How will this affect US banks and the US economy overall?
US banks have seen an increasing loss of deal flow share in China. In particular, China’s outbound deal flow peaked in 2016 and Hong Kong’s IPO market has been weak in the year so far. Additionally, placing offshore shares of Chinese companies into Western exchanges have been inviting increasing scrutiny as a “soft standoff” continues between China and the West. Despite several years of aggressive efforts by US banks and despite China typically accounting for more than half of their Asia deal revenue, the fact remains that they’re being increasingly relegated to the second tier while local institutions like Citic and China Securities continue to reign supreme. US banks are presently restructuring their personnel in Asia as a result.
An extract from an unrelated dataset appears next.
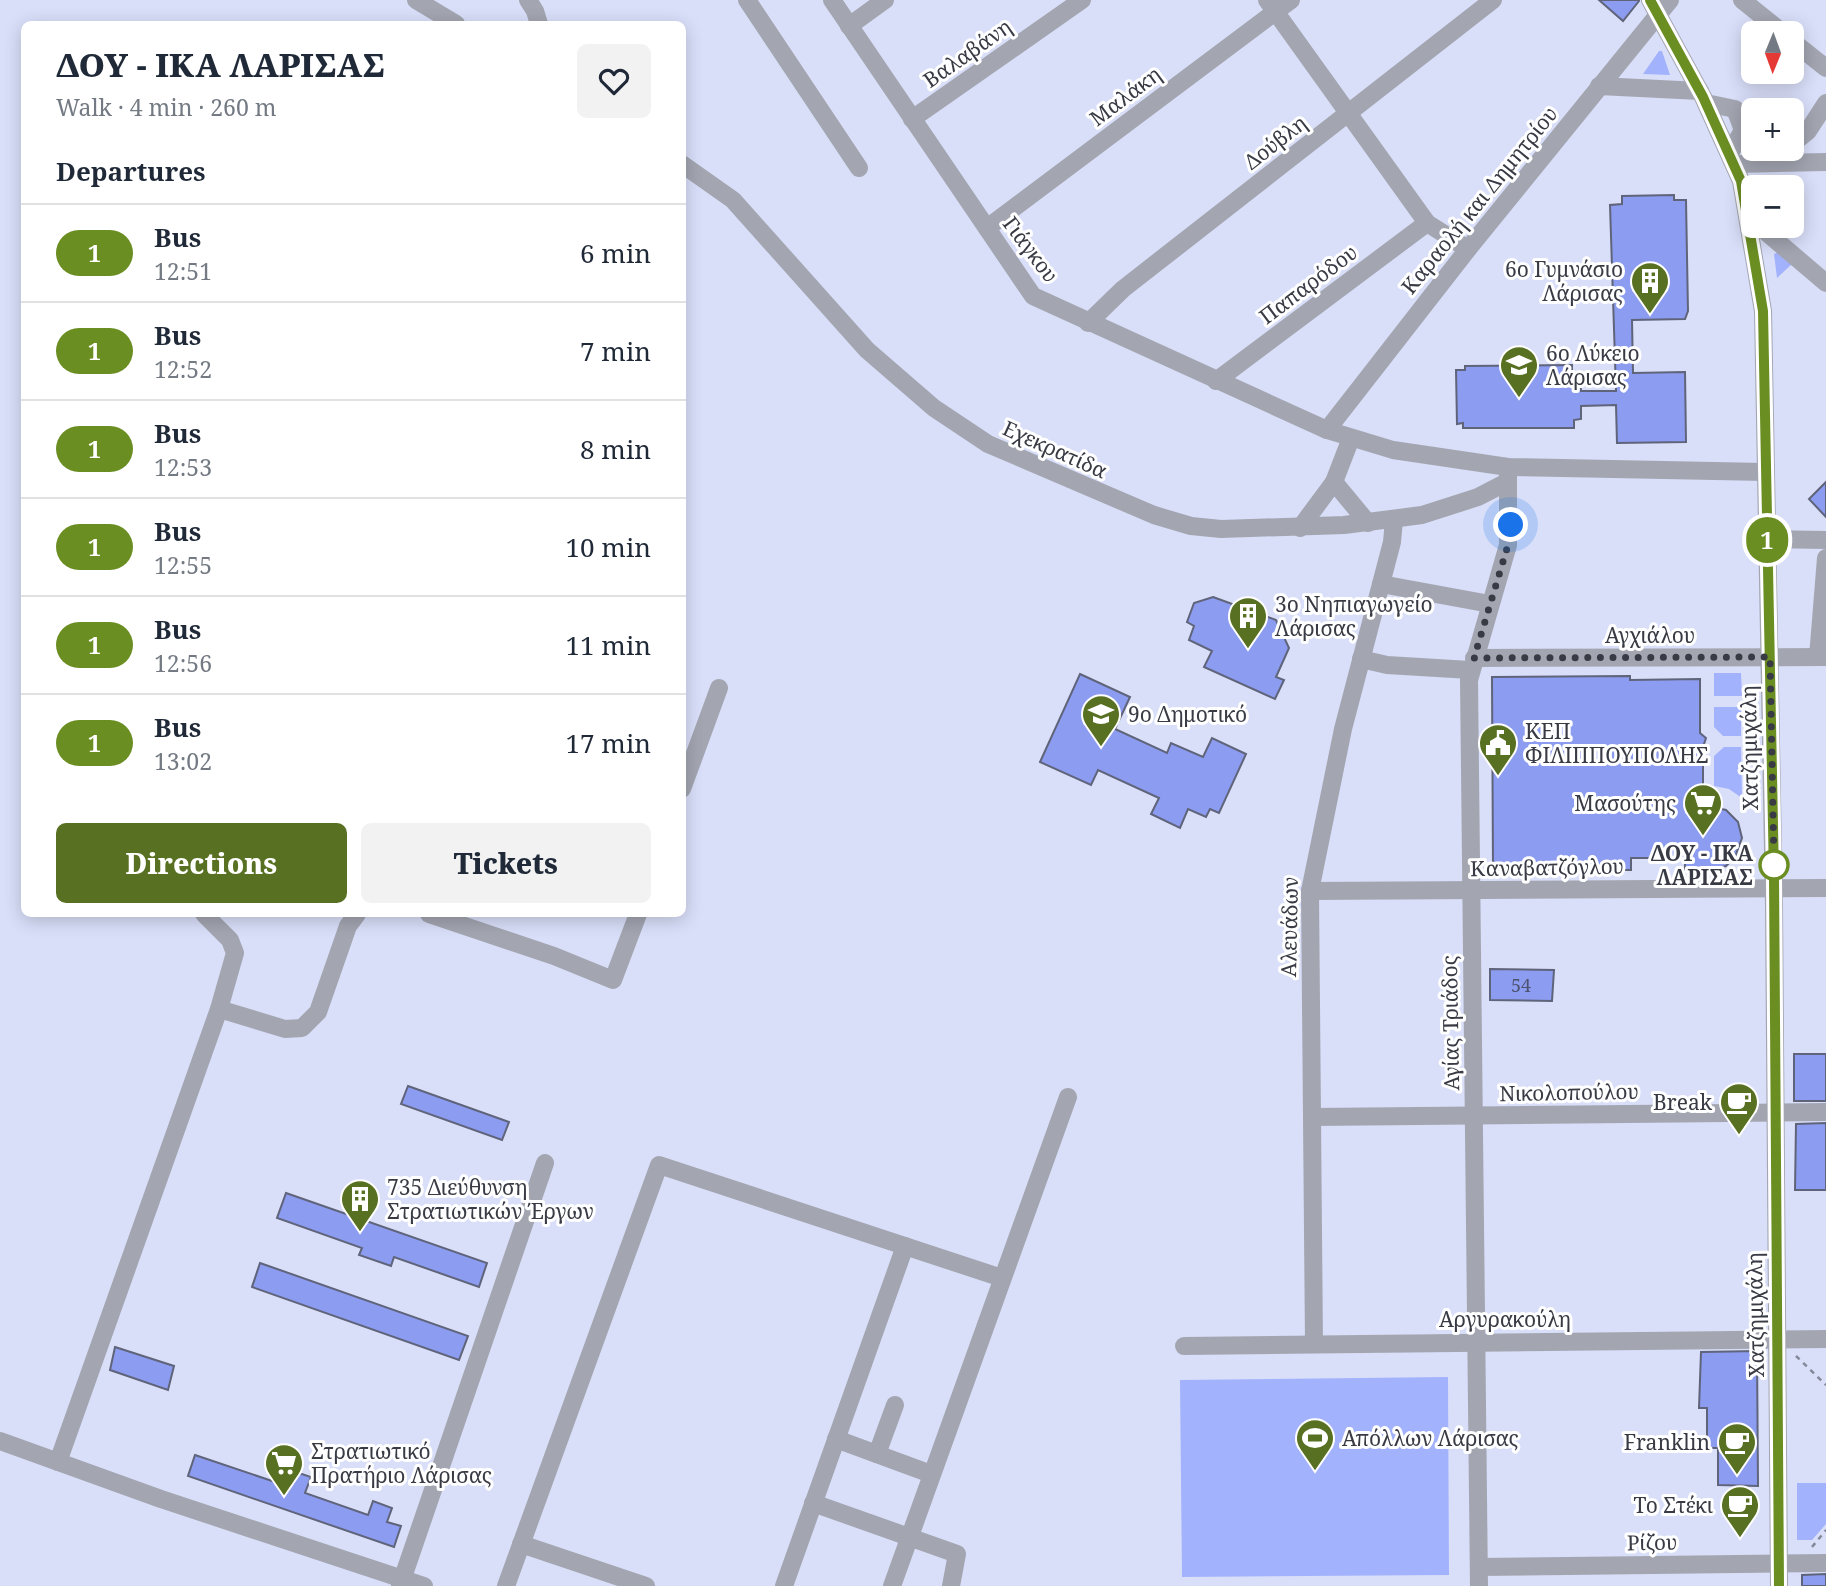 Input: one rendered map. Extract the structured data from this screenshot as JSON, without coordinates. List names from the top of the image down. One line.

While trends indicate that US banks’ bottom lines may be affected, the US economy will see relatively fewer implications: China is a feeder for US consumption and the US is a substantive supplier of energy and mineral resources to China. Deflationary forces benefit the buyer more than the seller while China’s consumption likely wouldn't soften enough to mark a massive impact on US exports.
Why is China's economy in such bad shape, and what needs to happen before it can recover?
Since Deng Xiaoping moved to engage with the West, China’s policies have emphasized growth at all cost. To remain the dominant crucible for Western consumption, it has to produce goods cheaper than from a plethora of production alternatives in Emerging Markets economies around the world. While growth created a boost in incomes, cost competitiveness imposes an upper cap on wages and other sundries. Rising incomes boosted real estate to the forefront as a preferred means of investment and made it a significant pillar of Chinese economic growth. However, with ever-increasing supply and diminishing demand due to affordability, quality and valuation concerns, this pillar is now highly stressed.
With increasing moves to shift production shifting away from China stressing its manufacturing pillar and affordability impacting its real estate pillar, Chinese policymakers are left with propping up consumption via incentives and increased public spending on the likes of infrastructure. This is an all-too-familiar Red Queen’s Race.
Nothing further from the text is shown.